Copy every line below where the string "Palmeres" is found.

(Beginning of SUPPLIED ENTRIES)

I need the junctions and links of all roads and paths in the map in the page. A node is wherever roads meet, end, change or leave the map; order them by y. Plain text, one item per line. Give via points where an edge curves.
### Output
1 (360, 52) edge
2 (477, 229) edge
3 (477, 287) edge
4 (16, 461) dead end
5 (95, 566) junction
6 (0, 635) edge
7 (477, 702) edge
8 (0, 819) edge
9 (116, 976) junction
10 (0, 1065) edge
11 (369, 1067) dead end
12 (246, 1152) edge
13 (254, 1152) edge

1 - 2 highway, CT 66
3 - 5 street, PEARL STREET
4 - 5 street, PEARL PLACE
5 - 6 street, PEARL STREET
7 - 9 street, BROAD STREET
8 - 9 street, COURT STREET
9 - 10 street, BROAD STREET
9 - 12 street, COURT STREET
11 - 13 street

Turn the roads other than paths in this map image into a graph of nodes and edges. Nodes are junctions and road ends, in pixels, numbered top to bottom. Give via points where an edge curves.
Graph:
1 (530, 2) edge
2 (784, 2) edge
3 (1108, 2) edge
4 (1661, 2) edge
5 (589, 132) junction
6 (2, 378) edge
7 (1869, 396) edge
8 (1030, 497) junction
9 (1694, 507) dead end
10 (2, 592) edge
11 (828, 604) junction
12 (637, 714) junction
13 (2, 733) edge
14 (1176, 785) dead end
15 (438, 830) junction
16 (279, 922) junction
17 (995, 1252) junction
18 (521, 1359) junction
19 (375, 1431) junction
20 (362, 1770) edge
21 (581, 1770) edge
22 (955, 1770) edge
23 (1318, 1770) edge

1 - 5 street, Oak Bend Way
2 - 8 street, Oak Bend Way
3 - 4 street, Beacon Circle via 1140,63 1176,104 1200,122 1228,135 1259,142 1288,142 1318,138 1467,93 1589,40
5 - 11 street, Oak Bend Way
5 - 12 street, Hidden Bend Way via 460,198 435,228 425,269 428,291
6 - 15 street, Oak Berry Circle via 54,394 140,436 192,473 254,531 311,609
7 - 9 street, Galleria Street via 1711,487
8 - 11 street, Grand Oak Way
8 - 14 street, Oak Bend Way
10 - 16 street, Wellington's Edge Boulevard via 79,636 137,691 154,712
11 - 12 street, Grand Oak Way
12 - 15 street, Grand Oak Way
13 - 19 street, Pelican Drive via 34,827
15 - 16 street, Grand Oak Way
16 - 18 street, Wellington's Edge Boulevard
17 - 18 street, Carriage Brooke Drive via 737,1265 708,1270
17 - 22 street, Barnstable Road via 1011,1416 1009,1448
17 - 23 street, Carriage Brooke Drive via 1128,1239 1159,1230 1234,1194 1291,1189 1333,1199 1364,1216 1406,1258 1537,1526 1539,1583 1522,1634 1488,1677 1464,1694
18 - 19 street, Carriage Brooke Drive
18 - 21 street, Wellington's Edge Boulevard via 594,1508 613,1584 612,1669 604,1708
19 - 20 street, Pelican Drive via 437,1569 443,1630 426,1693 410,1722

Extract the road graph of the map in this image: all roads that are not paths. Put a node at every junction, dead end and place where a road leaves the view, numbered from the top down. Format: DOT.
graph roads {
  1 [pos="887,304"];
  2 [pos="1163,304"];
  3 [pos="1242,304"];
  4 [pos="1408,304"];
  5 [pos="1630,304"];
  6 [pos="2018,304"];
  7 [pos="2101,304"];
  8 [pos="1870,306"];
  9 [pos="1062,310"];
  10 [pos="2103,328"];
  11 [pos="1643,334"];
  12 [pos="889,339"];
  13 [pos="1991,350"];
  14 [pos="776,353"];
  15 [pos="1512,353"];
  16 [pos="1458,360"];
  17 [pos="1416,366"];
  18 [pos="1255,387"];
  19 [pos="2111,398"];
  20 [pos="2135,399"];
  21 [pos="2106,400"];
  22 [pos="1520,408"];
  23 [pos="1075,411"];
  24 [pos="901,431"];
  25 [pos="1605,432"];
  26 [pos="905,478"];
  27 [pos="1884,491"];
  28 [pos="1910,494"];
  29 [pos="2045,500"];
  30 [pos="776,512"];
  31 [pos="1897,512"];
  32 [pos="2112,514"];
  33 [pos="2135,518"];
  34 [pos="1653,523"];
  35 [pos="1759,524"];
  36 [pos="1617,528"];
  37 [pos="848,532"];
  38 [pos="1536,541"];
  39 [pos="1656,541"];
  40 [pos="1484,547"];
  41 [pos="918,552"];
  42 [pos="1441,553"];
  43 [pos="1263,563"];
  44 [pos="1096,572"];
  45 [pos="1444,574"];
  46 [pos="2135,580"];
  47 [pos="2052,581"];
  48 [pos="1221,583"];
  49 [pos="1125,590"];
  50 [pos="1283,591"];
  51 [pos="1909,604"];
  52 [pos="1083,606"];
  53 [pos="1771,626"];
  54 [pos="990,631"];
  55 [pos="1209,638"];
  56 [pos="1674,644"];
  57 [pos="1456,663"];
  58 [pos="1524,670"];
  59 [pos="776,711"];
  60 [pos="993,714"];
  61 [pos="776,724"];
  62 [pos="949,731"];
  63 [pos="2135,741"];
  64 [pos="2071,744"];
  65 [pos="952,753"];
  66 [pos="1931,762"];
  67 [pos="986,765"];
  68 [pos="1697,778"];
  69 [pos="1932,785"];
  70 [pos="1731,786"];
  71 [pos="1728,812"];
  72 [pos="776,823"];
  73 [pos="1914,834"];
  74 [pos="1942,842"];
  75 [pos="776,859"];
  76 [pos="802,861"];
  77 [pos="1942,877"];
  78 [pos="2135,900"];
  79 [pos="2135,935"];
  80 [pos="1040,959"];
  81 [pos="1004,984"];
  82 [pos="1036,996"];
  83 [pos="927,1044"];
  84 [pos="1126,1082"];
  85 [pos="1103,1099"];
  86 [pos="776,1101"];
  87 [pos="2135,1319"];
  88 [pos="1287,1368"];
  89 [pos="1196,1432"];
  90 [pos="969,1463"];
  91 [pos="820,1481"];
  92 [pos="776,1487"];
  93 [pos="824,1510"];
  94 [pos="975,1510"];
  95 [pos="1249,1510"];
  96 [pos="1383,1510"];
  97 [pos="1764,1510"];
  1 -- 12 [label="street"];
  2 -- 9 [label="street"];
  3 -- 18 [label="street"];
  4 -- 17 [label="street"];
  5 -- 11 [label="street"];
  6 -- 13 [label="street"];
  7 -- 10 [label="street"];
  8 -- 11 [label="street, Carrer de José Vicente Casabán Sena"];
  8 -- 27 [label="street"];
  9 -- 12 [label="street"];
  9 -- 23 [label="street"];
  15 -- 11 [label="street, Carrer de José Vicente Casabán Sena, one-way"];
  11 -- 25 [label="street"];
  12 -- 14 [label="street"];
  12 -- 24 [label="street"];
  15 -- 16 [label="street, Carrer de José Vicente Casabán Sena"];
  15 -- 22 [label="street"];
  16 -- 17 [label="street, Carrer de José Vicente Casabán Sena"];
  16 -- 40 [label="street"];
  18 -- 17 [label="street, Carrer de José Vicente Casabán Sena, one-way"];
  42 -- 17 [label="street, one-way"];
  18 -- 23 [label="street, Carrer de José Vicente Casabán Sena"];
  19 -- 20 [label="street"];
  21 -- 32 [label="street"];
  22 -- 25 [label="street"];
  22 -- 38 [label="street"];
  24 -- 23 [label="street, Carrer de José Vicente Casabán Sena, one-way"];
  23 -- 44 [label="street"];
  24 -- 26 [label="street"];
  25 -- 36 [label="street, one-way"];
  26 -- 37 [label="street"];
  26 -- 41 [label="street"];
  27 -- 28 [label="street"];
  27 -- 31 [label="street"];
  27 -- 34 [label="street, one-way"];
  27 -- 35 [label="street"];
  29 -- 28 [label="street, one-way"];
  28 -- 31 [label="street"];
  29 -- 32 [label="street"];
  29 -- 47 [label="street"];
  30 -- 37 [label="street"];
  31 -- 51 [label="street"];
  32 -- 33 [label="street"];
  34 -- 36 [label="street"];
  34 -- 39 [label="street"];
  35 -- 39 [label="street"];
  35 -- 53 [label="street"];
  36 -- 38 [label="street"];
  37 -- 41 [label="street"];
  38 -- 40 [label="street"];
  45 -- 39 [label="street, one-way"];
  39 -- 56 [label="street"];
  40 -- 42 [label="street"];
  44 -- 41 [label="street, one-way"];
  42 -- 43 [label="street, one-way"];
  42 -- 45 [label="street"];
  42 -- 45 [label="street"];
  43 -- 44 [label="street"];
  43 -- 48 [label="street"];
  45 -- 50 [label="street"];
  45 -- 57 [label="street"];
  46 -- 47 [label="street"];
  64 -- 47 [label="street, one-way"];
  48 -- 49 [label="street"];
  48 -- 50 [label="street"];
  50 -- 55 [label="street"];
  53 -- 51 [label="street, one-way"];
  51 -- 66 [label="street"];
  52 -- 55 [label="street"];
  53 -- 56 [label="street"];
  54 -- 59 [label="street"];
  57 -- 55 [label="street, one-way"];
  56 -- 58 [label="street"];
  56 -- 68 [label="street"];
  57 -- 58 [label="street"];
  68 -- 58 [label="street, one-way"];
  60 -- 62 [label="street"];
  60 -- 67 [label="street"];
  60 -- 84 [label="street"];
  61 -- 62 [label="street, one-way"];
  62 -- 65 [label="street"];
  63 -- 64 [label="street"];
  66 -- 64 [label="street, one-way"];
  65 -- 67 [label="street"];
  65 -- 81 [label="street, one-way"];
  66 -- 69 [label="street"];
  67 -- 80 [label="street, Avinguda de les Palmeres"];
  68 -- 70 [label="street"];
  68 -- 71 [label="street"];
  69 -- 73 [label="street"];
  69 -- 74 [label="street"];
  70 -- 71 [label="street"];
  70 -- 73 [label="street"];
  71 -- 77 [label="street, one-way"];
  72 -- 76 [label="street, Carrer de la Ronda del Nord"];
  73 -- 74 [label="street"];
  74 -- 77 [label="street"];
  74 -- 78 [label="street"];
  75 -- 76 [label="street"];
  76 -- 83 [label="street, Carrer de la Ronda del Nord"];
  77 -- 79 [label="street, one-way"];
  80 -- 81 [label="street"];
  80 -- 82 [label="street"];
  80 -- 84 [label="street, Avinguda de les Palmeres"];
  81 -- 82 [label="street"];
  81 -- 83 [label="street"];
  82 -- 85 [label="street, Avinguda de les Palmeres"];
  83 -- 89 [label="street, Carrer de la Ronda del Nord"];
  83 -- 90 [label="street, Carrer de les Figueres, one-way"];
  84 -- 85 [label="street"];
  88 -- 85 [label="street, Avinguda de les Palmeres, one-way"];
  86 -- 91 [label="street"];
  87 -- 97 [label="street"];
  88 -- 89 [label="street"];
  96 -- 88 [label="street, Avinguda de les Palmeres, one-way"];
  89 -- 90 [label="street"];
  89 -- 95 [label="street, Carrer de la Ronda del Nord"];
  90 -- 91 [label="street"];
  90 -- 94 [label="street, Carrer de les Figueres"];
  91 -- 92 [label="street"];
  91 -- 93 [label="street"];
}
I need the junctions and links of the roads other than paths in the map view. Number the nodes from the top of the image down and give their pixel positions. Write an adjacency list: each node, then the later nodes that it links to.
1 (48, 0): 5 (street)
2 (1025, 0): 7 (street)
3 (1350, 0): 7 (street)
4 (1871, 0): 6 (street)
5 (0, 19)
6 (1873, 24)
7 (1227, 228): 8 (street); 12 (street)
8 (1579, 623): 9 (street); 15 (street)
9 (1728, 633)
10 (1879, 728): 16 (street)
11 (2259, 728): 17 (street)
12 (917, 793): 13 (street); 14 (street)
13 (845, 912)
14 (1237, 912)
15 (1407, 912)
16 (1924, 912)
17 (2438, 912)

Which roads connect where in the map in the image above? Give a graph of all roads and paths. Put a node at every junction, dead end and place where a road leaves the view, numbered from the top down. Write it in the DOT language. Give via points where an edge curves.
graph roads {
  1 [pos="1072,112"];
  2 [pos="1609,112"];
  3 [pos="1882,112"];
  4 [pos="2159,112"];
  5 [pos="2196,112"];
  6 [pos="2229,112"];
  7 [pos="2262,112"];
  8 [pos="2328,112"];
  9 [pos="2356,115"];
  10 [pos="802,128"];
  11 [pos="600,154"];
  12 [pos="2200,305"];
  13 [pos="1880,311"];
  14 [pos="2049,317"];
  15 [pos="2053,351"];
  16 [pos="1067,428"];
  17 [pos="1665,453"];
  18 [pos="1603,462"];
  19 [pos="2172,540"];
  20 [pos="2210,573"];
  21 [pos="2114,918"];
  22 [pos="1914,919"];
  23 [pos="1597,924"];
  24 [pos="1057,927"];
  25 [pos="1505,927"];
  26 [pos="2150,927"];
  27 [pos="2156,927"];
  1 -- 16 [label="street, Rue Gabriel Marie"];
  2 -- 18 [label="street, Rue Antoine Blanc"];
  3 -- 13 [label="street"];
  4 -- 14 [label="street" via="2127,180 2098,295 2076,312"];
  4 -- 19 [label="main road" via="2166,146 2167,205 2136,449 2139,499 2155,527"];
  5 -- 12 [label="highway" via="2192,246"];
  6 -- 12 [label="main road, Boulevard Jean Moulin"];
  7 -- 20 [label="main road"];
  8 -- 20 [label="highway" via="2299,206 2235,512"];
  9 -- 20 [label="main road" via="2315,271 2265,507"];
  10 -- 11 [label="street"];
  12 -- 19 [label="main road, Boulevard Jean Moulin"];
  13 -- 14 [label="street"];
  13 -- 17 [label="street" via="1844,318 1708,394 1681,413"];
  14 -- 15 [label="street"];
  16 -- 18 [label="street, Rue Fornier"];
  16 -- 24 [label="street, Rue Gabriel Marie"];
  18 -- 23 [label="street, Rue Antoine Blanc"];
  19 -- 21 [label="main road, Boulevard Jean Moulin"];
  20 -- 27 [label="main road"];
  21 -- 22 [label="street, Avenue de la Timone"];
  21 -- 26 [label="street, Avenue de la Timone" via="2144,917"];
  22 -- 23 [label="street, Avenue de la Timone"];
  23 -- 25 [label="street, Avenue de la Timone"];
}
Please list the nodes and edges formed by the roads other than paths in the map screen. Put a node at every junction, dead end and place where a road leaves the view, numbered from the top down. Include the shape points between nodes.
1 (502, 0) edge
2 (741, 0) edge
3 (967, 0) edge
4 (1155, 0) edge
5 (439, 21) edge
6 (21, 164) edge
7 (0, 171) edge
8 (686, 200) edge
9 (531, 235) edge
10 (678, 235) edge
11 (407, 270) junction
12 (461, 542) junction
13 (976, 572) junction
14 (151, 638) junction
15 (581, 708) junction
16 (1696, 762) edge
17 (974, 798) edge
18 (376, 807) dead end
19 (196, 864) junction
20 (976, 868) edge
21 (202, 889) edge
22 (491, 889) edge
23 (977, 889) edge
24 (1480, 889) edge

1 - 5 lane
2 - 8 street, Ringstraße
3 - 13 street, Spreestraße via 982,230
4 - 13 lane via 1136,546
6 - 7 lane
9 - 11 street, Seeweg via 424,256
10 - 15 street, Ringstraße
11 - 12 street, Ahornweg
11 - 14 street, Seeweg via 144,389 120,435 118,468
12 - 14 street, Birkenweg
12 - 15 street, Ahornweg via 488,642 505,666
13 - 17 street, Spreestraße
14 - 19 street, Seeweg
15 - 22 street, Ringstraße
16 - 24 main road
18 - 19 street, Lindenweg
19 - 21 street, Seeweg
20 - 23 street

(End of SUPPLIED ENTRIES)

* [TASK OUTPUT]
  67 -- 80 [label="street, Avinguda de les Palmeres"];
  80 -- 84 [label="street, Avinguda de les Palmeres"];
  82 -- 85 [label="street, Avinguda de les Palmeres"];
  88 -- 85 [label="street, Avinguda de les Palmeres, one-way"];
  96 -- 88 [label="street, Avinguda de les Palmeres, one-way"];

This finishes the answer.